> _Provided data_:
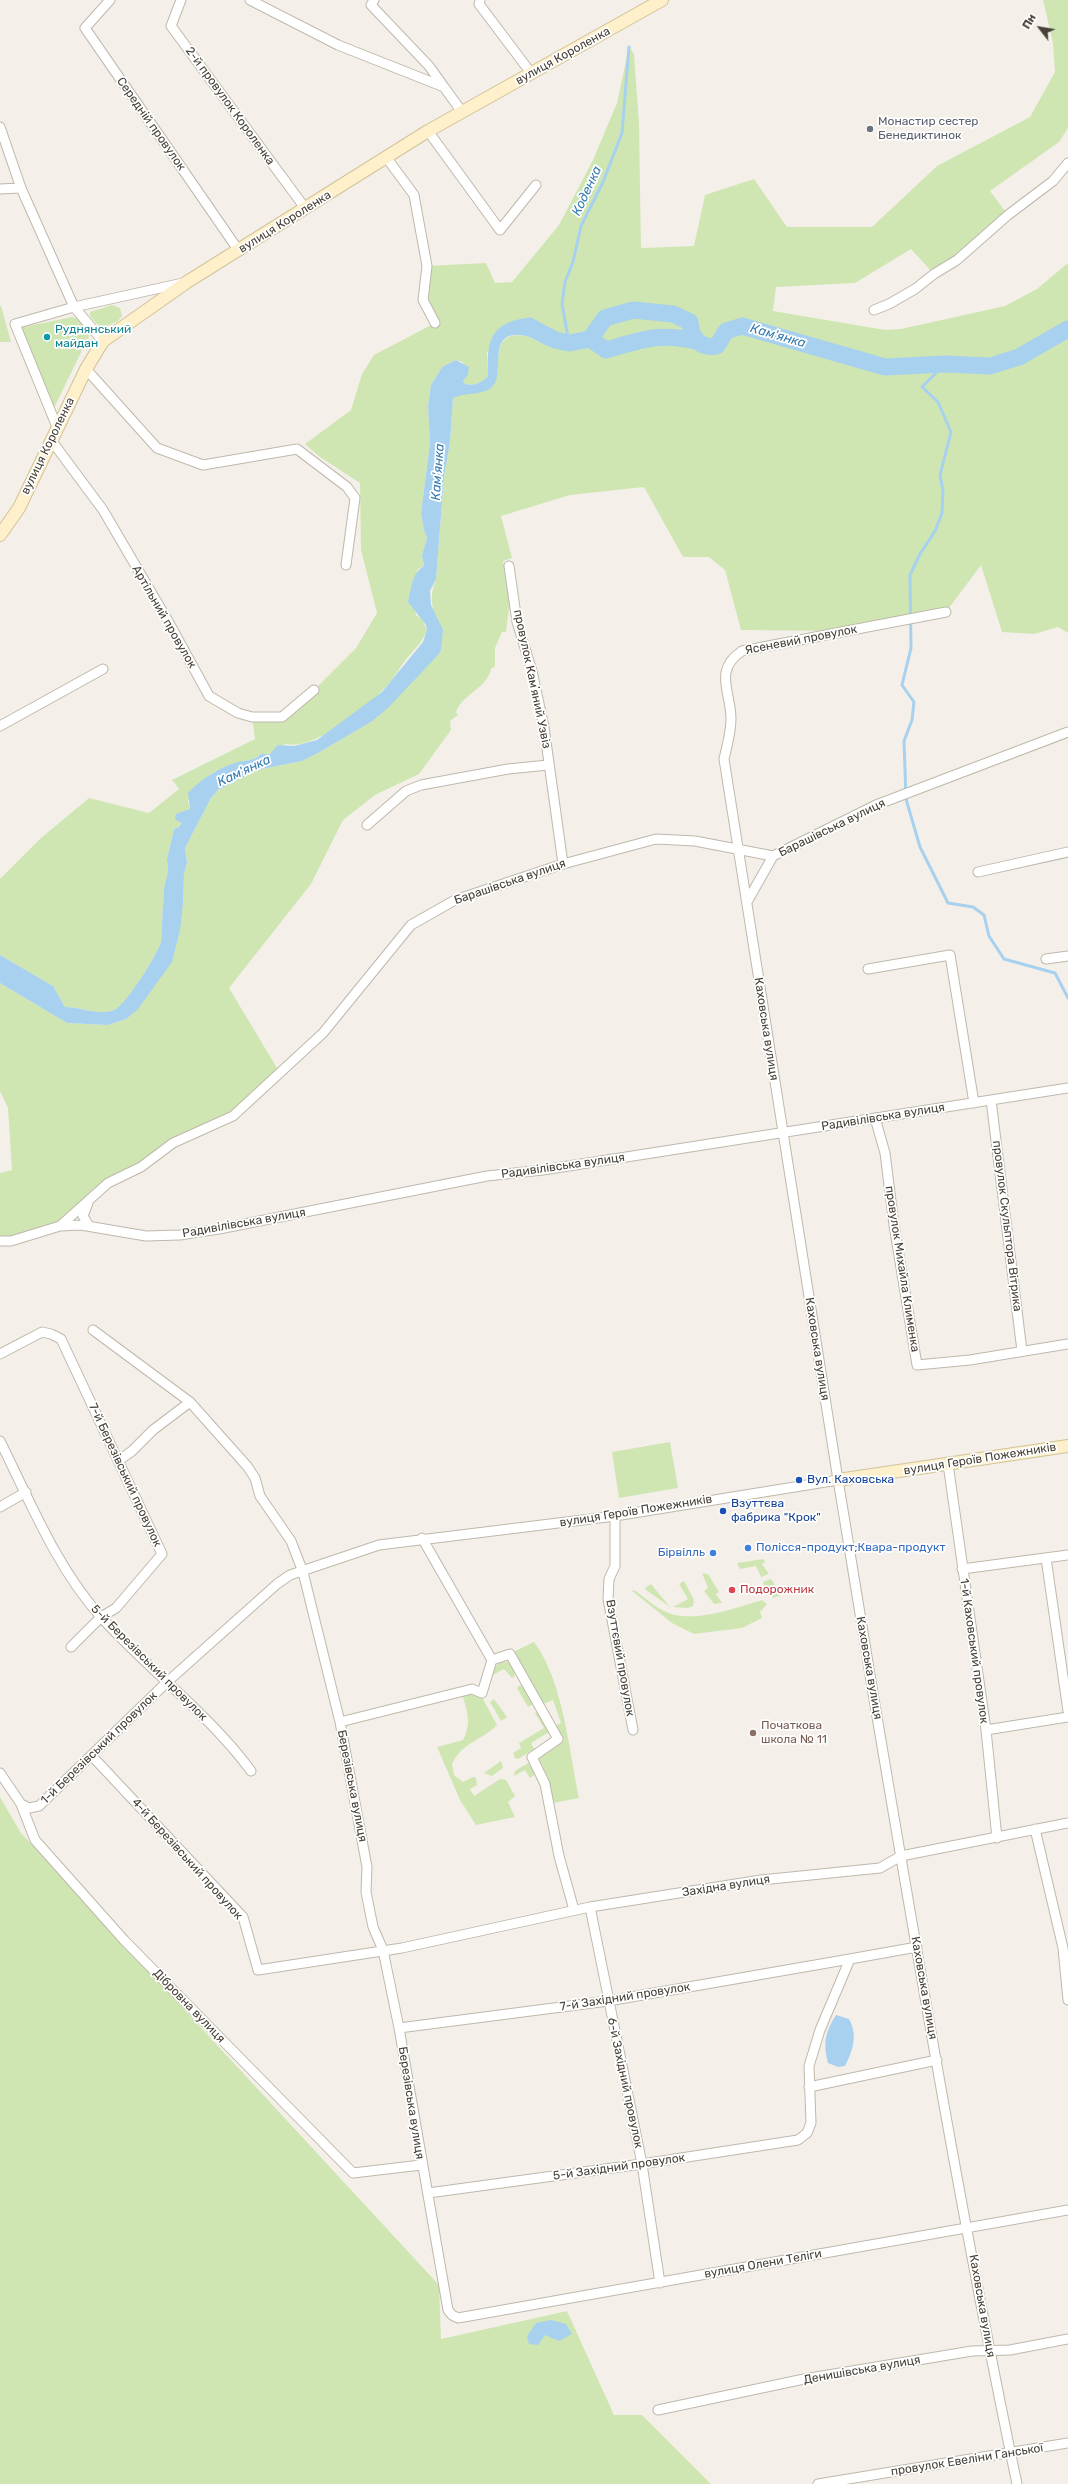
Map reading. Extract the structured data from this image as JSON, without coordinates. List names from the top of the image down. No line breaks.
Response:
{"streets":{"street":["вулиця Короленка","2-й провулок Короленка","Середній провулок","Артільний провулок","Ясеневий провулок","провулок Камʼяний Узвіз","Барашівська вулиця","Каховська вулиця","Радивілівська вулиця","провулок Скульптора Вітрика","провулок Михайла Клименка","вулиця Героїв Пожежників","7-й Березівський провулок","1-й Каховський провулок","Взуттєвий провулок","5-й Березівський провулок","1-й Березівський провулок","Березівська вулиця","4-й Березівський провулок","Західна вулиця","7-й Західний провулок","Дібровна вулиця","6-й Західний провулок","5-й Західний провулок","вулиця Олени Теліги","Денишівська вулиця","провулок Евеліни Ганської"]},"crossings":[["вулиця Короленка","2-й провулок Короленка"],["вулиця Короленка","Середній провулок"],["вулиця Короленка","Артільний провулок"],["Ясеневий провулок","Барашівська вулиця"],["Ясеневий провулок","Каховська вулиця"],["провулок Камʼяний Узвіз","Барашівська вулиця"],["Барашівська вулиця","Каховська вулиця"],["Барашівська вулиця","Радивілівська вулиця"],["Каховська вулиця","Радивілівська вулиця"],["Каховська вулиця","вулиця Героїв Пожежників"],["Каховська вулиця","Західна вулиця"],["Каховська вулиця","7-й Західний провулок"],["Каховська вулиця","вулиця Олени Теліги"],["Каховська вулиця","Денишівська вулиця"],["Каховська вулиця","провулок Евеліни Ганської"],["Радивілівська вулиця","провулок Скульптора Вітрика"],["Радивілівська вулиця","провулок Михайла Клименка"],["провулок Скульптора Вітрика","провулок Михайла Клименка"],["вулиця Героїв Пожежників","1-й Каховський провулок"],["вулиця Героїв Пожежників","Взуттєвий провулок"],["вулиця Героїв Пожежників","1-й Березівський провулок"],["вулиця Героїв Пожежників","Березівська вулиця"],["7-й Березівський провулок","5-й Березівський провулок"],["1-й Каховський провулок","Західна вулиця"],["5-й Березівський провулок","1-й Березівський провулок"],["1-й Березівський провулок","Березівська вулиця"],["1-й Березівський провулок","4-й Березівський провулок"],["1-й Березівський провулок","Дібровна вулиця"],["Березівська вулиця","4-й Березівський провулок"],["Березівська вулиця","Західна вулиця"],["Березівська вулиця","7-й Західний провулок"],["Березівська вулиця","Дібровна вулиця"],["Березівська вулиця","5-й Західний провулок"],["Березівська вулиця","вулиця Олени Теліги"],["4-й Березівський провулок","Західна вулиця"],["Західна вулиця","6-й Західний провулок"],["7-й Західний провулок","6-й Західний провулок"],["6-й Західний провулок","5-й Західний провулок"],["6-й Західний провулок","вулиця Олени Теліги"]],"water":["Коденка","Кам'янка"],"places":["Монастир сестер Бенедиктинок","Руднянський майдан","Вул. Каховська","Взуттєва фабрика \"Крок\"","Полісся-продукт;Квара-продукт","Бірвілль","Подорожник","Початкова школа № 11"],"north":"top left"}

> _Problem description_: Set down the material exactly, every line of it, except for the pictures.

> _Answer for this exercise_:
Map reading. Extract the structured data from this image as JSON, without coordinates. List names from the top of the image down. No line breaks.
Response:
{"streets":{"street":["вулиця Короленка","2-й провулок Короленка","Середній провулок","Артільний провулок","Ясеневий провулок","провулок Камʼяний Узвіз","Барашівська вулиця","Каховська вулиця","Радивілівська вулиця","провулок Скульптора Вітрика","провулок Михайла Клименка","вулиця Героїв Пожежників","7-й Березівський провулок","1-й Каховський провулок","Взуттєвий провулок","5-й Березівський провулок","1-й Березівський провулок","Березівська вулиця","4-й Березівський провулок","Західна вулиця","7-й Західний провулок","Дібровна вулиця","6-й Західний провулок","5-й Західний провулок","вулиця Олени Теліги","Денишівська вулиця","провулок Евеліни Ганської"]},"crossings":[["вулиця Короленка","2-й провулок Короленка"],["вулиця Короленка","Середній провулок"],["вулиця Короленка","Артільний провулок"],["Ясеневий провулок","Барашівська вулиця"],["Ясеневий провулок","Каховська вулиця"],["провулок Камʼяний Узвіз","Барашівська вулиця"],["Барашівська вулиця","Каховська вулиця"],["Барашівська вулиця","Радивілівська вулиця"],["Каховська вулиця","Радивілівська вулиця"],["Каховська вулиця","вулиця Героїв Пожежників"],["Каховська вулиця","Західна вулиця"],["Каховська вулиця","7-й Західний провулок"],["Каховська вулиця","вулиця Олени Теліги"],["Каховська вулиця","Денишівська вулиця"],["Каховська вулиця","провулок Евеліни Ганської"],["Радивілівська вулиця","провулок Скульптора Вітрика"],["Радивілівська вулиця","провулок Михайла Клименка"],["провулок Скульптора Вітрика","провулок Михайла Клименка"],["вулиця Героїв Пожежників","1-й Каховський провулок"],["вулиця Героїв Пожежників","Взуттєвий провулок"],["вулиця Героїв Пожежників","1-й Березівський провулок"],["вулиця Героїв Пожежників","Березівська вулиця"],["7-й Березівський провулок","5-й Березівський провулок"],["1-й Каховський провулок","Західна вулиця"],["5-й Березівський провулок","1-й Березівський провулок"],["1-й Березівський провулок","Березівська вулиця"],["1-й Березівський провулок","4-й Березівський провулок"],["1-й Березівський провулок","Дібровна вулиця"],["Березівська вулиця","4-й Березівський провулок"],["Березівська вулиця","Західна вулиця"],["Березівська вулиця","7-й Західний провулок"],["Березівська вулиця","Дібровна вулиця"],["Березівська вулиця","5-й Західний провулок"],["Березівська вулиця","вулиця Олени Теліги"],["4-й Березівський провулок","Західна вулиця"],["Західна вулиця","6-й Західний провулок"],["7-й Західний провулок","6-й Західний провулок"],["6-й Західний провулок","5-й Західний провулок"],["6-й Західний провулок","вулиця Олени Теліги"]],"water":["Коденка","Кам'янка"],"places":["Монастир сестер Бенедиктинок","Руднянський майдан","Вул. Каховська","Взуттєва фабрика \"Крок\"","Полісся-продукт;Квара-продукт","Бірвілль","Подорожник","Початкова школа № 11"],"north":"top left"}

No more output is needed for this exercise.